- Data -
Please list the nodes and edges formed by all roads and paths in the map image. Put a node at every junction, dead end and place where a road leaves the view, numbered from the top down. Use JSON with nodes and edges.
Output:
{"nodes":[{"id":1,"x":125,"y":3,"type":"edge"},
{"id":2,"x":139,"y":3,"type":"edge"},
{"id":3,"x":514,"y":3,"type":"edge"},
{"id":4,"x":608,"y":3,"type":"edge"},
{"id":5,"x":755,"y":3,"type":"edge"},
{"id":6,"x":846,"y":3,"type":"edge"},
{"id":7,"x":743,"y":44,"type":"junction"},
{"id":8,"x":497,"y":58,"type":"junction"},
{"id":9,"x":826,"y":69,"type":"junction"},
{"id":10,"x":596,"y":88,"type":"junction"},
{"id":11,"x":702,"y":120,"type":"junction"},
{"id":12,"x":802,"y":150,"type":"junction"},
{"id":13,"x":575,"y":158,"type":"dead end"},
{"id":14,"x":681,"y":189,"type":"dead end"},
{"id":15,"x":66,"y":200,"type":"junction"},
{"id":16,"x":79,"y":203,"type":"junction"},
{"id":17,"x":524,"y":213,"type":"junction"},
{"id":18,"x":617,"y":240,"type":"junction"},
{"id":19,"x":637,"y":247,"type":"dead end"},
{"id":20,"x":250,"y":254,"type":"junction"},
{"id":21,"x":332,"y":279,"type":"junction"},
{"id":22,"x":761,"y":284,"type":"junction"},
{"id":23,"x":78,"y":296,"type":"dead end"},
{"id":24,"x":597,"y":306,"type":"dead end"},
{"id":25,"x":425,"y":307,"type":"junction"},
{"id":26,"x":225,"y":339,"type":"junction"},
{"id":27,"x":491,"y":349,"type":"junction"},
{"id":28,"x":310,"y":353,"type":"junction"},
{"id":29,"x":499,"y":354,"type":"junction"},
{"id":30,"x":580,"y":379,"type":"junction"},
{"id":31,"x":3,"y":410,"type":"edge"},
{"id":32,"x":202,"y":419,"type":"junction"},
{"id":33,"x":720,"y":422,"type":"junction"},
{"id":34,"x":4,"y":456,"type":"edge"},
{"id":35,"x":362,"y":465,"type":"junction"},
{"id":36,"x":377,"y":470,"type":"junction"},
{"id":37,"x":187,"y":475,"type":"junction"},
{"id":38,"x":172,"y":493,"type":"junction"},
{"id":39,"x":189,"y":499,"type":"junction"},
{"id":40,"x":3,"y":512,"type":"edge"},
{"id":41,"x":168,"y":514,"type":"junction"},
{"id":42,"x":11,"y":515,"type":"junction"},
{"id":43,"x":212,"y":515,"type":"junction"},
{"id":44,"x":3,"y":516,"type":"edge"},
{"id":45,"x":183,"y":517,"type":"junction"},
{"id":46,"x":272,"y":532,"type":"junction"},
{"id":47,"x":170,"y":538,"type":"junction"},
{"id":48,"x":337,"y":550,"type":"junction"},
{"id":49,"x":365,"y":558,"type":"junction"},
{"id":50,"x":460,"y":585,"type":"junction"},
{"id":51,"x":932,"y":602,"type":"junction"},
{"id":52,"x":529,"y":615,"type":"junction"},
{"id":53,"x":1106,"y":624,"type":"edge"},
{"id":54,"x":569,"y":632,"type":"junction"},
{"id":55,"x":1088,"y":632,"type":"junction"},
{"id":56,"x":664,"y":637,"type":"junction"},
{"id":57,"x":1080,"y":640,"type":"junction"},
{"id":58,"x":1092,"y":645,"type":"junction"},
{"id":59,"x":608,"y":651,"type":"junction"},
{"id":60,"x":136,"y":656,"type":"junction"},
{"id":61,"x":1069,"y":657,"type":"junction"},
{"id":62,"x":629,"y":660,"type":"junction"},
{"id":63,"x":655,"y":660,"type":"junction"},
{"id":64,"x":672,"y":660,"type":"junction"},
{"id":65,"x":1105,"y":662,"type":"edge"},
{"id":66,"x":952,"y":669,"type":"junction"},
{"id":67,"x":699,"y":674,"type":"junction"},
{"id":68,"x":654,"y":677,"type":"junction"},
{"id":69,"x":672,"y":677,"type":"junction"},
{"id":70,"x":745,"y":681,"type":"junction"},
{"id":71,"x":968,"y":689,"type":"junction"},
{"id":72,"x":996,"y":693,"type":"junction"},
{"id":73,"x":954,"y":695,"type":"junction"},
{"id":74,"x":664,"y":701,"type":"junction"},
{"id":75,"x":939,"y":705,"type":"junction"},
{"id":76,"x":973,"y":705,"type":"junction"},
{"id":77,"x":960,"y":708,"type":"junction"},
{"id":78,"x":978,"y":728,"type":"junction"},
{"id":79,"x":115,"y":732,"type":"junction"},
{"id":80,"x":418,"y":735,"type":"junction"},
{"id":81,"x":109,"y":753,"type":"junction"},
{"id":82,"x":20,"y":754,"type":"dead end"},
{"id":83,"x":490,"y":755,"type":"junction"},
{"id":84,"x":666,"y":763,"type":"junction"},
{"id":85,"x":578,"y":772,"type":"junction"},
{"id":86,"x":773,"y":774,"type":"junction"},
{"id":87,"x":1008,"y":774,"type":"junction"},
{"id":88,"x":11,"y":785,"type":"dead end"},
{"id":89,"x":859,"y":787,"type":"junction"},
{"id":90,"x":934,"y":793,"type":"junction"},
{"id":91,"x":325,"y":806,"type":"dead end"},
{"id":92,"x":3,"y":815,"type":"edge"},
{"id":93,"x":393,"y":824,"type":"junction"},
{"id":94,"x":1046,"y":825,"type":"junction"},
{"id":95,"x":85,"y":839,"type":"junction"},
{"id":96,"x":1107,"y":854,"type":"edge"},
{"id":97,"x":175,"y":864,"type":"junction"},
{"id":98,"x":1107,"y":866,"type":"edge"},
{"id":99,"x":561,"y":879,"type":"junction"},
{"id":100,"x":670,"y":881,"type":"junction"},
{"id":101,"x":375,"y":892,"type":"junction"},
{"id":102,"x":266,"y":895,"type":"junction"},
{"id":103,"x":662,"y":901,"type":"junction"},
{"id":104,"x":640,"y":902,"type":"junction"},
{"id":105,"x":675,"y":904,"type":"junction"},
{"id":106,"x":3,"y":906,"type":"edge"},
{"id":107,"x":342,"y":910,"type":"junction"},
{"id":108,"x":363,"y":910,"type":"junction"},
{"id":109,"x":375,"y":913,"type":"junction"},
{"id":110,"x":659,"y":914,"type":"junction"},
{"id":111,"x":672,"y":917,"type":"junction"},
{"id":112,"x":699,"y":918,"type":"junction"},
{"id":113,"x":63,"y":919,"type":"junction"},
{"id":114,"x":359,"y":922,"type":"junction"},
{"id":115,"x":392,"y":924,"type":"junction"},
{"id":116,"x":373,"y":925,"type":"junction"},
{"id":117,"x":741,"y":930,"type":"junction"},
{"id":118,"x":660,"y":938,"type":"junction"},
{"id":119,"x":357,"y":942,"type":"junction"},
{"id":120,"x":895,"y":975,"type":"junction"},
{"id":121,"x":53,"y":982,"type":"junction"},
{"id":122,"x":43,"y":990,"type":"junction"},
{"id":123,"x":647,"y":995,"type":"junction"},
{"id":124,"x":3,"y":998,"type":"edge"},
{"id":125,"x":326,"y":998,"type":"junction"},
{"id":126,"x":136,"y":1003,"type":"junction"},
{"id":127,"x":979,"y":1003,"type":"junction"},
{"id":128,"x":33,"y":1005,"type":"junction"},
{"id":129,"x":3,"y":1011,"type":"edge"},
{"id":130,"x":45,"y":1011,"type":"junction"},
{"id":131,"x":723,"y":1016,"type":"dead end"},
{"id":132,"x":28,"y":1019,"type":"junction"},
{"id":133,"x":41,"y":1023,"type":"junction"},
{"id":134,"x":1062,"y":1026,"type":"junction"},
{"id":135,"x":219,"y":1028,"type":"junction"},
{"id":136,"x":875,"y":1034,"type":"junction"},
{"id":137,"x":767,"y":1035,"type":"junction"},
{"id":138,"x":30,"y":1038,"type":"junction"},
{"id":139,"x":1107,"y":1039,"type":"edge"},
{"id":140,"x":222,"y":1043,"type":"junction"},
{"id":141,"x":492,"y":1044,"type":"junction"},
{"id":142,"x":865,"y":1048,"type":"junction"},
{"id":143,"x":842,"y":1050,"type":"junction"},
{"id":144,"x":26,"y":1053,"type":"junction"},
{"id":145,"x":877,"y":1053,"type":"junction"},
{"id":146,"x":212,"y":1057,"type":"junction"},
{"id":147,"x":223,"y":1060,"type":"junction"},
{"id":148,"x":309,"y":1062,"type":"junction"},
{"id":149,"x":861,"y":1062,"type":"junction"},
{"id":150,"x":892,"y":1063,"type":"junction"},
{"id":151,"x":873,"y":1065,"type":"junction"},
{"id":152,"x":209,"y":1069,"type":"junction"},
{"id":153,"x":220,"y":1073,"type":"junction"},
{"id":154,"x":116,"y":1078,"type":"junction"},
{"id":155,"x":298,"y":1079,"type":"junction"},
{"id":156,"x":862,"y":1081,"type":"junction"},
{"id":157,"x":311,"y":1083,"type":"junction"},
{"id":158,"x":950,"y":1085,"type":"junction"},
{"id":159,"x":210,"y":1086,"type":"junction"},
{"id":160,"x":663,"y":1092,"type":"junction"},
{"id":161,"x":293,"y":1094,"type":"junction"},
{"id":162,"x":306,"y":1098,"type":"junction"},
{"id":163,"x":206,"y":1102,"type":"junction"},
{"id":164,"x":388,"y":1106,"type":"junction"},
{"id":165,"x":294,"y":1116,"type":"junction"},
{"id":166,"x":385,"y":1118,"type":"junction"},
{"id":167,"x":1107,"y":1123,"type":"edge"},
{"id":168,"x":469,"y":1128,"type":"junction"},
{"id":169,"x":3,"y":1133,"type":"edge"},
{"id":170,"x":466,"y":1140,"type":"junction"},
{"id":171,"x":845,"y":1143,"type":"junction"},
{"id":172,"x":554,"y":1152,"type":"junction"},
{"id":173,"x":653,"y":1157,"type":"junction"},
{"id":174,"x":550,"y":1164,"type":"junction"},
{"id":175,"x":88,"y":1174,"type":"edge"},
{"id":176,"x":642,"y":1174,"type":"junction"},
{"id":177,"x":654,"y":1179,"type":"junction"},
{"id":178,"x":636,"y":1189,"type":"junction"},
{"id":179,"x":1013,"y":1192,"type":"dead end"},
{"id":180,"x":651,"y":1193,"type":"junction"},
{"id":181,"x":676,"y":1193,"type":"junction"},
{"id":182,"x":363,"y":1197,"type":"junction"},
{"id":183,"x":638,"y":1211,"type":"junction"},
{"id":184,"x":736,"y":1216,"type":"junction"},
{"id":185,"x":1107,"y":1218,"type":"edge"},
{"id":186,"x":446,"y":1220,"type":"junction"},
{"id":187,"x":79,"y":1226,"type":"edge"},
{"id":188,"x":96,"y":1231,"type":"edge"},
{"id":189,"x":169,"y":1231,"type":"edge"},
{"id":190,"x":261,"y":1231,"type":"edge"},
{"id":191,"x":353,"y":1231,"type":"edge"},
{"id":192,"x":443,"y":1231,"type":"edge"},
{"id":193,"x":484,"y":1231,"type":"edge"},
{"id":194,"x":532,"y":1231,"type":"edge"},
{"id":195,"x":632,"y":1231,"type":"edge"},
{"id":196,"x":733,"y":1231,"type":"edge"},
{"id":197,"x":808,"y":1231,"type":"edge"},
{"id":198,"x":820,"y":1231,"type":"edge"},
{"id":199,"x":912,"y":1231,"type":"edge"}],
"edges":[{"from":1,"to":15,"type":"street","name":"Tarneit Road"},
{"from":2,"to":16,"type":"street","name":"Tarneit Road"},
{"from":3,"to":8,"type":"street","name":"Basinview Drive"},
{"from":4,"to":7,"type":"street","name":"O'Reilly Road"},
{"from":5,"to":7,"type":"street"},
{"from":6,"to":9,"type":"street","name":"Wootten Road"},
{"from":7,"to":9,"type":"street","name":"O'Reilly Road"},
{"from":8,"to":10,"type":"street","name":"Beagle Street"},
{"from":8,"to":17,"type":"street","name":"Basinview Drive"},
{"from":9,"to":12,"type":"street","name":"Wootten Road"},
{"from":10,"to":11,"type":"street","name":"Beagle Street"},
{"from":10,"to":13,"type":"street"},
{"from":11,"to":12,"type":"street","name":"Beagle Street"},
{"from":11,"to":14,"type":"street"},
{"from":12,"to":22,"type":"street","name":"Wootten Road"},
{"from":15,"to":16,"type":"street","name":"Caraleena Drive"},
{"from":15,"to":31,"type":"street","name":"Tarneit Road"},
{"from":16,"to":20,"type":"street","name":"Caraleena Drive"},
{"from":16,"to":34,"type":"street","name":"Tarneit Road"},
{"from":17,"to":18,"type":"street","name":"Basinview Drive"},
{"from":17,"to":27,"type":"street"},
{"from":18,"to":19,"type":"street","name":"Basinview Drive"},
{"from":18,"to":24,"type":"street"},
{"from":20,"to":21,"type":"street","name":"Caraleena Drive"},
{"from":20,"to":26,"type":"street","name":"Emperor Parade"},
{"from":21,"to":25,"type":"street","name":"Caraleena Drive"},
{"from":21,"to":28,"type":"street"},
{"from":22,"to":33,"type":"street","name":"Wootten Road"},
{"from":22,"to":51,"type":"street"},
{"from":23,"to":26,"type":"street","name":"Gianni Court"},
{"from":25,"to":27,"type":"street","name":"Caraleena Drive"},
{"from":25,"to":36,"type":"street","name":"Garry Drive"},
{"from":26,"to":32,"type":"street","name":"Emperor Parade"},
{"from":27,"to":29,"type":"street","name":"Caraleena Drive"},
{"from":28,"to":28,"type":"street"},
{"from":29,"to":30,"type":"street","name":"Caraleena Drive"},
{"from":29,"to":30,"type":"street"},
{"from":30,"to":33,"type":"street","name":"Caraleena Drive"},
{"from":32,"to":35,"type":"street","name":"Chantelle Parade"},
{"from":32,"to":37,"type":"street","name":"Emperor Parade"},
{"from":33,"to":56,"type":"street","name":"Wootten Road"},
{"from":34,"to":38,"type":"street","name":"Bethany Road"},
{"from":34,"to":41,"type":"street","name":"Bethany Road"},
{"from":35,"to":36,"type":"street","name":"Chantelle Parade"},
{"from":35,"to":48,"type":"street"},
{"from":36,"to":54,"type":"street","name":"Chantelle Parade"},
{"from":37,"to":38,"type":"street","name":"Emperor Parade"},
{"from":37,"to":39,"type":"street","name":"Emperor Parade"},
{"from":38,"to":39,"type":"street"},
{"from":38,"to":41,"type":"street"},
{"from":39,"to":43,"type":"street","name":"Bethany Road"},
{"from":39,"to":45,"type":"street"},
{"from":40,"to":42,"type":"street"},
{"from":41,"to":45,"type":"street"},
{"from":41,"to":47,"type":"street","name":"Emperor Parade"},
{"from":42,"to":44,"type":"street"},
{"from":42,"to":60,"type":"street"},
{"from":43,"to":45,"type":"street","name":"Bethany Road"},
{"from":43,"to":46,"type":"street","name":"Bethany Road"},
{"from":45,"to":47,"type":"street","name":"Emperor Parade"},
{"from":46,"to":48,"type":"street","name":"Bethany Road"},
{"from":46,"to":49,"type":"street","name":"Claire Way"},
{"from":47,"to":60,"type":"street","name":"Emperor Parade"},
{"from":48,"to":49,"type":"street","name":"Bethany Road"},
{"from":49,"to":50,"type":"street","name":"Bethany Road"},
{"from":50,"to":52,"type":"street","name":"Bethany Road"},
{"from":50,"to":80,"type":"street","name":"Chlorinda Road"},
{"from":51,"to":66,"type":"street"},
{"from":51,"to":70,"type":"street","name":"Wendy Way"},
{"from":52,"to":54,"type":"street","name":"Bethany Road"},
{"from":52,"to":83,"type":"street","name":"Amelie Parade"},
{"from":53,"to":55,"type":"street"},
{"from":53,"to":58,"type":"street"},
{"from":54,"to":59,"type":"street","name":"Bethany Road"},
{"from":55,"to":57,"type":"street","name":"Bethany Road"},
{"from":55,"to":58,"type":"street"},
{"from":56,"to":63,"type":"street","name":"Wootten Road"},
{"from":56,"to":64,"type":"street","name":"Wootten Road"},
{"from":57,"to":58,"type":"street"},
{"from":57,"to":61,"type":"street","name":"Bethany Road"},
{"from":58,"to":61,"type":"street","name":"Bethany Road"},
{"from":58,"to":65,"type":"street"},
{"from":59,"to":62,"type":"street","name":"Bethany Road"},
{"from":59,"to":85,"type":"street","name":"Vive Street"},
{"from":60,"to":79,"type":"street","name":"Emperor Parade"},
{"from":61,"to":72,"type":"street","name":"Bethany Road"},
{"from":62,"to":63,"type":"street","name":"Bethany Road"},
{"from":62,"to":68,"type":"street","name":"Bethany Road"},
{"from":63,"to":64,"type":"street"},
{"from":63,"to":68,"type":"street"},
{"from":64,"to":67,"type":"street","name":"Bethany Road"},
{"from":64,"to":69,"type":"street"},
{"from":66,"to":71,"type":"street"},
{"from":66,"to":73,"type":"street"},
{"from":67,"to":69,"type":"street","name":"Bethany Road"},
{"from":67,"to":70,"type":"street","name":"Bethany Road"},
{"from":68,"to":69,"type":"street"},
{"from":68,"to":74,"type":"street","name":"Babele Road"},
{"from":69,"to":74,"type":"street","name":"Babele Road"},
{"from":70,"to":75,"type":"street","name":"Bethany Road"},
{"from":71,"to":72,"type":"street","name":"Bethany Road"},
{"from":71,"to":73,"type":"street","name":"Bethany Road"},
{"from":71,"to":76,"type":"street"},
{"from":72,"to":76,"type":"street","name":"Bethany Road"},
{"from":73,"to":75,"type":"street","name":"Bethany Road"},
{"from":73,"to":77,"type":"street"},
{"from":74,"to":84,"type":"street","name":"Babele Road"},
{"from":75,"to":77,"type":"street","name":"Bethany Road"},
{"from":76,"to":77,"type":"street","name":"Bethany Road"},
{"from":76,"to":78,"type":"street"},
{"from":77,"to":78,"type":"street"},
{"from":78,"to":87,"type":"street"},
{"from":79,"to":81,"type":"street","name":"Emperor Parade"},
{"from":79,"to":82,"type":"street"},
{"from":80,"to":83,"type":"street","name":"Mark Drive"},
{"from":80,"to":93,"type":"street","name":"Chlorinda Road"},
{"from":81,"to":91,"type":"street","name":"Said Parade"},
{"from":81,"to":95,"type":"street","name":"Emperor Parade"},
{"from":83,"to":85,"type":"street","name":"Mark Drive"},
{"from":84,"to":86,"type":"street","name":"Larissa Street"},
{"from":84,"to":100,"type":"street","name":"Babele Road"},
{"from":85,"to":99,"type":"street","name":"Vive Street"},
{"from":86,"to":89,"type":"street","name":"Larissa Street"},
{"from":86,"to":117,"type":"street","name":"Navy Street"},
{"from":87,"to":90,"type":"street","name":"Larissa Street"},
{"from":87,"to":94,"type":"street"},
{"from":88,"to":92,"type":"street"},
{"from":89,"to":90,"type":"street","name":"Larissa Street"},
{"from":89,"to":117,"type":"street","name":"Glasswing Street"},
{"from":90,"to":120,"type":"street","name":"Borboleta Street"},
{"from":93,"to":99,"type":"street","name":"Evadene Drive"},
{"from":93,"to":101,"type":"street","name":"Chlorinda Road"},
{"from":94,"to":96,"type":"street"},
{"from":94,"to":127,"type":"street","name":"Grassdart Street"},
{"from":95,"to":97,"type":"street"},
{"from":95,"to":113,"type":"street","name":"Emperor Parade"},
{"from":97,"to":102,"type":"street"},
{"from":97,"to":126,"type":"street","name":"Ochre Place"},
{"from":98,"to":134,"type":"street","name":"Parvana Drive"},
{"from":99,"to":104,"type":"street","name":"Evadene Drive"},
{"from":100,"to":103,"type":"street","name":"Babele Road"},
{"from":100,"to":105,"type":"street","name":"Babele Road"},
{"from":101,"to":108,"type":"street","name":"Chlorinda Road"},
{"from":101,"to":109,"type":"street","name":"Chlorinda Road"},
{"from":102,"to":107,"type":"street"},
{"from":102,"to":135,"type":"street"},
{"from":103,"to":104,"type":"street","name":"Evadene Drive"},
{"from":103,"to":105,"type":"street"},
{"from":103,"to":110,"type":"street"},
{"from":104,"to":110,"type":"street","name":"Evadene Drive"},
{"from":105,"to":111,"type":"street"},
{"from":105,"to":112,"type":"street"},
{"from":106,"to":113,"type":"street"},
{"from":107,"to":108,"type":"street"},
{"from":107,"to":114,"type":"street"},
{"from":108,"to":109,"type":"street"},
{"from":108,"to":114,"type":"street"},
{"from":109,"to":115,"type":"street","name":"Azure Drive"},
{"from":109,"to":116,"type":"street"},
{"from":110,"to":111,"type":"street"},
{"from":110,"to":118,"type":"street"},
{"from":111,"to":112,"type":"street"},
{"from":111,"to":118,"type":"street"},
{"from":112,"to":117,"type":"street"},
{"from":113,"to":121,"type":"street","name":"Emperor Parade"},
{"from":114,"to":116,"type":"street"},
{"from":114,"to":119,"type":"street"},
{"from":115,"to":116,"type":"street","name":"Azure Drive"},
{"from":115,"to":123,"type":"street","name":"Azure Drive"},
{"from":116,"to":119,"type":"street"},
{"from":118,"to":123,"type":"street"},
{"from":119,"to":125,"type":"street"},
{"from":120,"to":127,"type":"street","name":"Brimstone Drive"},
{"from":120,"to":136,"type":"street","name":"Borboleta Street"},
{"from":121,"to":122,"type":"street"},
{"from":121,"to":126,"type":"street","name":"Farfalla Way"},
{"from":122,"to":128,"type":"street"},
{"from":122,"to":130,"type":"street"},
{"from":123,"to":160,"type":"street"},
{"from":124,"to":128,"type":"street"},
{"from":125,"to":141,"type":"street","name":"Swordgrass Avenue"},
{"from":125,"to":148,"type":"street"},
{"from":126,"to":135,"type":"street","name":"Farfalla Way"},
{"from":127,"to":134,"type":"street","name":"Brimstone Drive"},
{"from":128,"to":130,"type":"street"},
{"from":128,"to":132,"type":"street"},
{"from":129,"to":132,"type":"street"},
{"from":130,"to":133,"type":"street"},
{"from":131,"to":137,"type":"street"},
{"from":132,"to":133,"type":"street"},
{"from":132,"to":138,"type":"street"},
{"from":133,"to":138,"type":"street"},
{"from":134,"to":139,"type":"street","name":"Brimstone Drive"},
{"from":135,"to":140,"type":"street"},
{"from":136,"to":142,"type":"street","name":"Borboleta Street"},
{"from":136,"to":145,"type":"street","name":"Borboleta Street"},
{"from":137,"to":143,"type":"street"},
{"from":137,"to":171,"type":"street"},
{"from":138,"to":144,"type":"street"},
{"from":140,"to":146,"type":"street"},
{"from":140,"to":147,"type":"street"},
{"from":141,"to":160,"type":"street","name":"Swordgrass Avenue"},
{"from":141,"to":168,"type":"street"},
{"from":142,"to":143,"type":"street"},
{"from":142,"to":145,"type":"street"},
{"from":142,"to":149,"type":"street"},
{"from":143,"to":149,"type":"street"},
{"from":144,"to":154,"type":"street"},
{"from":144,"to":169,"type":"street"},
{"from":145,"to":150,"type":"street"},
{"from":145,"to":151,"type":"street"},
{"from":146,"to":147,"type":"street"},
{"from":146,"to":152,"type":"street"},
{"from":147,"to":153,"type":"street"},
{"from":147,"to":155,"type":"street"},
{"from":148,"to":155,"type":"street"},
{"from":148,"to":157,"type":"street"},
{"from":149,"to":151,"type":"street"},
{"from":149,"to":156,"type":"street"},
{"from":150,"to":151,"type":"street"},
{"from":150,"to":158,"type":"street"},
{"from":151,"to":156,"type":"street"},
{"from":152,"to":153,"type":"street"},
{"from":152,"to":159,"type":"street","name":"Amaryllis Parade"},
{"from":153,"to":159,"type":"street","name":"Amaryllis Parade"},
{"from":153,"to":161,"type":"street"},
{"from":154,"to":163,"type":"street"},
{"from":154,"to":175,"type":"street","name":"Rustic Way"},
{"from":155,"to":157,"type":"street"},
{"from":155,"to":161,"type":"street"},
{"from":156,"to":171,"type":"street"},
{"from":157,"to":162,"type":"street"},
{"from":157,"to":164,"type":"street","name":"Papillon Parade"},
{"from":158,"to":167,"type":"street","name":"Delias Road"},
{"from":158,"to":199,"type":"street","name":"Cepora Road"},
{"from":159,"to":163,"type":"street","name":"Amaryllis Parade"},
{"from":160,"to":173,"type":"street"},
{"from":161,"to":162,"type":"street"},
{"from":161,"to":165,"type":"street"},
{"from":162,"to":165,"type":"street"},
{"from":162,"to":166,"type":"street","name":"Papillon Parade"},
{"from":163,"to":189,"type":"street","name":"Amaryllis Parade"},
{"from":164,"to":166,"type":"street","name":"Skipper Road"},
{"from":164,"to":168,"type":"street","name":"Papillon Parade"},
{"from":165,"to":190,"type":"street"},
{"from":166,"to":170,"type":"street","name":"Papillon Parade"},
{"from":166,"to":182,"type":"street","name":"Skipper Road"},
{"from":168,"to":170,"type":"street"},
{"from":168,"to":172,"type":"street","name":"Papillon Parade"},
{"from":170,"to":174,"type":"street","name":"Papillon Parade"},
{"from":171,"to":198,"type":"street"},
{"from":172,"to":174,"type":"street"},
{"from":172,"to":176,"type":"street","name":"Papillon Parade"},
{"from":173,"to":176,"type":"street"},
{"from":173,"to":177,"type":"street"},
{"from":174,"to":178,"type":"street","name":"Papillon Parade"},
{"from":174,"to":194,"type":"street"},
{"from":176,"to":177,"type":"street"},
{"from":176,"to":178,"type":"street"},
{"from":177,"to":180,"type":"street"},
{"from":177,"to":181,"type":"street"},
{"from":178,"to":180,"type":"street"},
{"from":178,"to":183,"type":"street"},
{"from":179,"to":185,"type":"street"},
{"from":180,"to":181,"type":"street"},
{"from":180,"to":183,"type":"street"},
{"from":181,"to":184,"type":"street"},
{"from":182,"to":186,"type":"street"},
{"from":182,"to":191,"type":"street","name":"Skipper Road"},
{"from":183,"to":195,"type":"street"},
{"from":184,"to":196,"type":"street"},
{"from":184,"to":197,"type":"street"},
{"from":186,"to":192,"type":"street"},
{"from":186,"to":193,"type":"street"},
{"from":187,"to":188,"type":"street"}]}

- Work task -
Find the lines of the listing above that hold "Wootten". Please copy them.

- Exercise solution -
{"from":6,"to":9,"type":"street","name":"Wootten Road"},
{"from":9,"to":12,"type":"street","name":"Wootten Road"},
{"from":12,"to":22,"type":"street","name":"Wootten Road"},
{"from":22,"to":33,"type":"street","name":"Wootten Road"},
{"from":33,"to":56,"type":"street","name":"Wootten Road"},
{"from":56,"to":63,"type":"street","name":"Wootten Road"},
{"from":56,"to":64,"type":"street","name":"Wootten Road"},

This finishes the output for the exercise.